書籍『ダンとアンヌとウルトラセブン~森次晃嗣・ひし美ゆり子 2人が語る見どころガイド~』(小学館)
書籍『ダンとアンヌとウルトラセブン~森次晃嗣・ひし美ゆり子 2人が語る見どころガイド~』(小学館)

「♪セブン セブン セブン セブン セブンセブンセブン」……この文字列を見るだけで、あの勇壮なメロディーが浮かんできます。『ウルトラセブン』のオープンングは、あのド派手な色彩の映像と合わせ、いまなお視聴者の心を高揚させてくれます。

 この『ウルトラセブン』の主題歌『ウルトラセブンの歌』は作曲が冬木透さん、作詞が東京一(円谷プロダクションの2代目社長、円谷一さんの別名義)によるものでした。さて、誰もが一度は観たことのある『ウルトラセブン』のオープニングには、さりげなくふたつの謎が隠されています。言われてみれば気になってしまう、謎を振り返りましょう。
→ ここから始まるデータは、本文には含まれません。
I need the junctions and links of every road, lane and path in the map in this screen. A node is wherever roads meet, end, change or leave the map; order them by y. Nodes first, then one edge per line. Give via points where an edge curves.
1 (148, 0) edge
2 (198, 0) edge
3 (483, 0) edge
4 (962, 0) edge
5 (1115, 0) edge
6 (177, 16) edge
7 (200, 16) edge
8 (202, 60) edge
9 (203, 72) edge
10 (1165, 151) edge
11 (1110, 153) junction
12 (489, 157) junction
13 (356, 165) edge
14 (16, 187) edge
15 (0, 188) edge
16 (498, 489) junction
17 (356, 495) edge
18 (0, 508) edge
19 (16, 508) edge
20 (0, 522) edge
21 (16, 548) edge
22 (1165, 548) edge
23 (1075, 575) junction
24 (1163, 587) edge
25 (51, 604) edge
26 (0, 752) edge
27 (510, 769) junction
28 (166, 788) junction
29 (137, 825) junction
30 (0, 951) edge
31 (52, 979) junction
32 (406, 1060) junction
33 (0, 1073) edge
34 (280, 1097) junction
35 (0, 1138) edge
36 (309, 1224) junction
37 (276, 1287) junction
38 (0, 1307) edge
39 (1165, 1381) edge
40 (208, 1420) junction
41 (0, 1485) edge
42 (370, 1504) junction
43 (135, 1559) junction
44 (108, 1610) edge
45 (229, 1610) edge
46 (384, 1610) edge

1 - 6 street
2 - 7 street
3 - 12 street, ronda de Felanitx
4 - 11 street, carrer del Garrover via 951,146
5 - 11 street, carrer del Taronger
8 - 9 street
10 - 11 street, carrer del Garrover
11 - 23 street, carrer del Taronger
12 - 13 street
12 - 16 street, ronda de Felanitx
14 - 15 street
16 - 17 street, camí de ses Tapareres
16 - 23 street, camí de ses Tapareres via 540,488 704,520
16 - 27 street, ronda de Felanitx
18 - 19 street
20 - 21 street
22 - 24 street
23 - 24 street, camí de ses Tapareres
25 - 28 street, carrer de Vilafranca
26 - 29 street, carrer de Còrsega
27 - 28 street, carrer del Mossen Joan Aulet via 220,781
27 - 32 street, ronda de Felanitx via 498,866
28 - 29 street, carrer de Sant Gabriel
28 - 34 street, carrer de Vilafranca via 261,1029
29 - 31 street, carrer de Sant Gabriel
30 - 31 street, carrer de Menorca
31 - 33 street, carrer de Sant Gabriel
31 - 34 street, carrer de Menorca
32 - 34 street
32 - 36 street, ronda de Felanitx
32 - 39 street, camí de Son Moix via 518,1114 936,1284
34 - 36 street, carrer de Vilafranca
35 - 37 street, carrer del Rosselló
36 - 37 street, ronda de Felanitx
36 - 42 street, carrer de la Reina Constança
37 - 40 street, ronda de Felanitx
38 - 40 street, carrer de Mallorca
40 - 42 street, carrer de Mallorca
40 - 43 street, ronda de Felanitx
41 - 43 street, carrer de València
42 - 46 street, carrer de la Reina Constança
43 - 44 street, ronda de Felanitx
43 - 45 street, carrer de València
 ひとつ目は、恐らく放送当時から指摘はあったであろう「歌詞」の謎です。この『ウルトラセブンの歌』の2番に「倒せ!火をはく大怪獣」という箇所がありますが、前作『ウルトラマン』ならまだしも、侵略宇宙人がメインの敵である『ウルトラセブン』においては、怪獣自体が数えるほどしかいません。
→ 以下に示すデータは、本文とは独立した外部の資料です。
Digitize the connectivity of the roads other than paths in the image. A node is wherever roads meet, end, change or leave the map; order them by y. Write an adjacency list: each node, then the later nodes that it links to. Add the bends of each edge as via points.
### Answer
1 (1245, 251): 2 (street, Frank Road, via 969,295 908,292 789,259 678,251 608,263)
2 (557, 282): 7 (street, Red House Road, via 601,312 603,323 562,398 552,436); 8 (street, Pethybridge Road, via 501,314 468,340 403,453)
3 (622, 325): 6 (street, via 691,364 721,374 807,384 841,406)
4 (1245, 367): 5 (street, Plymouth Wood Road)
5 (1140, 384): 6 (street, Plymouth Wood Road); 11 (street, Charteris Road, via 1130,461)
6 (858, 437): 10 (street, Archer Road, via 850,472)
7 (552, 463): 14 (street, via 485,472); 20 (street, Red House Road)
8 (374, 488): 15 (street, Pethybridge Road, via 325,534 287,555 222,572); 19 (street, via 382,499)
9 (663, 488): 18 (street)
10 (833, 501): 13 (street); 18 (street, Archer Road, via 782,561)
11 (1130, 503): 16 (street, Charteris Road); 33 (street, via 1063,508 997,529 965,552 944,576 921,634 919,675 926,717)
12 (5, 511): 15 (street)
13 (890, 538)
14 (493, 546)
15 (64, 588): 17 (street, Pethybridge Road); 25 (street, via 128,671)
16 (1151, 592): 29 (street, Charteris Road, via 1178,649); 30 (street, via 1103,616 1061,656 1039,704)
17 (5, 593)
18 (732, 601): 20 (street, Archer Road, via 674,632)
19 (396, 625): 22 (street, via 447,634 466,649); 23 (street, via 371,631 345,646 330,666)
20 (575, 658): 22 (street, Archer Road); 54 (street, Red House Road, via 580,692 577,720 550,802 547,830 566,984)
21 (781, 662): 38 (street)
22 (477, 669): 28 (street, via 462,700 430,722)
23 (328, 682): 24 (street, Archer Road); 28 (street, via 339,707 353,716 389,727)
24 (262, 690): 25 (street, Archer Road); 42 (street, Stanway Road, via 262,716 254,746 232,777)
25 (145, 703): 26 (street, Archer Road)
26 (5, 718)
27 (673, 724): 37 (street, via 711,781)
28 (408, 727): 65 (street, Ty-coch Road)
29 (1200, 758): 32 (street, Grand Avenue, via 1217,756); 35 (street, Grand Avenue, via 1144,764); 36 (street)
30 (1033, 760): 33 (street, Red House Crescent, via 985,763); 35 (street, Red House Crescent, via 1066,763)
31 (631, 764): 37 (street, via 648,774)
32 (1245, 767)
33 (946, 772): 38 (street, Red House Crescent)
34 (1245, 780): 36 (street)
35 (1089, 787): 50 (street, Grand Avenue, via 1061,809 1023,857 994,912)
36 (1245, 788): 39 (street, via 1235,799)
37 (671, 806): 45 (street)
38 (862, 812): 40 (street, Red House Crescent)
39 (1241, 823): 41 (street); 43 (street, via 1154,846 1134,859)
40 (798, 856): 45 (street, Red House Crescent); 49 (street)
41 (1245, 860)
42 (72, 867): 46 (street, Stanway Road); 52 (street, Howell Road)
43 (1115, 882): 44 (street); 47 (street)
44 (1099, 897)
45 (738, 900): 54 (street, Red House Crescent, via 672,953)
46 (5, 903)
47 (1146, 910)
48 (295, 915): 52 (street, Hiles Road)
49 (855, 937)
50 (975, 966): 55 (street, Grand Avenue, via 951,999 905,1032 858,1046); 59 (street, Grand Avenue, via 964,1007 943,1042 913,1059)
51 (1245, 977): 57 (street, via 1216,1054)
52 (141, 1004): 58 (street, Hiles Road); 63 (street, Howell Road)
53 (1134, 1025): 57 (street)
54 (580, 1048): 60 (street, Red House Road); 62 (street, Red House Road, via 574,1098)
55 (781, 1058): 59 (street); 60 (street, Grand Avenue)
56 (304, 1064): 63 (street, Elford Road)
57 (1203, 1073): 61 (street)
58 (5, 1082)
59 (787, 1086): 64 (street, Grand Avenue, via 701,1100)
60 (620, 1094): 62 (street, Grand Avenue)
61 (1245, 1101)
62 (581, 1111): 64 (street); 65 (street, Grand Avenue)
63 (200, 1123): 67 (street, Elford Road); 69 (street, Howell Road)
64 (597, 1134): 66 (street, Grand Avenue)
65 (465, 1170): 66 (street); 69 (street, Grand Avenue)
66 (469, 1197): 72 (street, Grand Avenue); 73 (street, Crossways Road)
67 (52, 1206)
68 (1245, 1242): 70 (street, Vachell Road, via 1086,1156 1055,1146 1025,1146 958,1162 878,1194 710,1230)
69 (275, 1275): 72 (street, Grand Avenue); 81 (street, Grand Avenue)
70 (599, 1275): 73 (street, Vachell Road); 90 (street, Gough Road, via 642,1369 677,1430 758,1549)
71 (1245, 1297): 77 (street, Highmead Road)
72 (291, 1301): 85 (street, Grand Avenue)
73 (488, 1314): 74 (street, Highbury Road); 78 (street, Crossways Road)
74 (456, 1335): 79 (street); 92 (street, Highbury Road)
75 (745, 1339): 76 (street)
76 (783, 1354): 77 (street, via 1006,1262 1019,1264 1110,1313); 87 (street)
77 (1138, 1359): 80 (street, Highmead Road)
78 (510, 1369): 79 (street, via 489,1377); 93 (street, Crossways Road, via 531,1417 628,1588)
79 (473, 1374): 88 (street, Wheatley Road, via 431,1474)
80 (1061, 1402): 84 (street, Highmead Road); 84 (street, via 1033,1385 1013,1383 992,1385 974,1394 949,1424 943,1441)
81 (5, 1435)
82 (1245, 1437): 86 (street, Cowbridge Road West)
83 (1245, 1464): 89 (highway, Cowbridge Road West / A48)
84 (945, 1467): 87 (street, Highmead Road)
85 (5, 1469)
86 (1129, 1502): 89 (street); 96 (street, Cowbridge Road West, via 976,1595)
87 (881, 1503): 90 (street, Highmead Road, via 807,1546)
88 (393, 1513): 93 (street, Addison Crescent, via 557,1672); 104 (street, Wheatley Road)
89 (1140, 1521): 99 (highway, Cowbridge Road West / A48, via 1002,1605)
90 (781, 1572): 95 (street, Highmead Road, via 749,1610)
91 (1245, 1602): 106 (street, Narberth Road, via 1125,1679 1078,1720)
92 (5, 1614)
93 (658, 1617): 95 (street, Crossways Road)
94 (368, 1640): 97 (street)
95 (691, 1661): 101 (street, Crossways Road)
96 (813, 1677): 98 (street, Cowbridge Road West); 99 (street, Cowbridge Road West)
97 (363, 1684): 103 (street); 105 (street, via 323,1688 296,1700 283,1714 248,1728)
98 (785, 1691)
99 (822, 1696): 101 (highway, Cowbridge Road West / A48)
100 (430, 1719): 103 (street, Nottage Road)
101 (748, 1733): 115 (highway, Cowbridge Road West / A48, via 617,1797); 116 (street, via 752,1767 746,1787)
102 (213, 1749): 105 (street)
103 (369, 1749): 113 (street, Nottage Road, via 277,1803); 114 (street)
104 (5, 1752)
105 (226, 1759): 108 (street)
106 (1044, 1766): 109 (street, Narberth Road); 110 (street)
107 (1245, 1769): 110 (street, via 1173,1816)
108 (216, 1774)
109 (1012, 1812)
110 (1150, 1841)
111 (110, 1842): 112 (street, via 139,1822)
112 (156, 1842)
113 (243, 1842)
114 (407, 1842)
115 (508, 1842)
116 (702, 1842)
 そのなかで「火をはく」怪獣となると……これがてんで登場しないのです。たとえば第3話「湖のひみつ」に登場した「エレキング」は火ではなく、放電光線を放ちます。第7話「宇宙囚人303」において、キュラソ星人という火を放つ宇宙人は登場しましたが、怪獣ではありません。

 結局、火をはく怪獣は登場しないまま物語は最終局面を迎えました。そして、ラストの48、49話の「史上最大の侵略」前後編で登場する怪獣「パンドン」が、まるで辻褄を合わせるかのように、ようやく「火をはく」のです。1年かけた伏線回収だったのか、それとも偶然か、いずれにせよ主題歌は「嘘」にならずに済みました。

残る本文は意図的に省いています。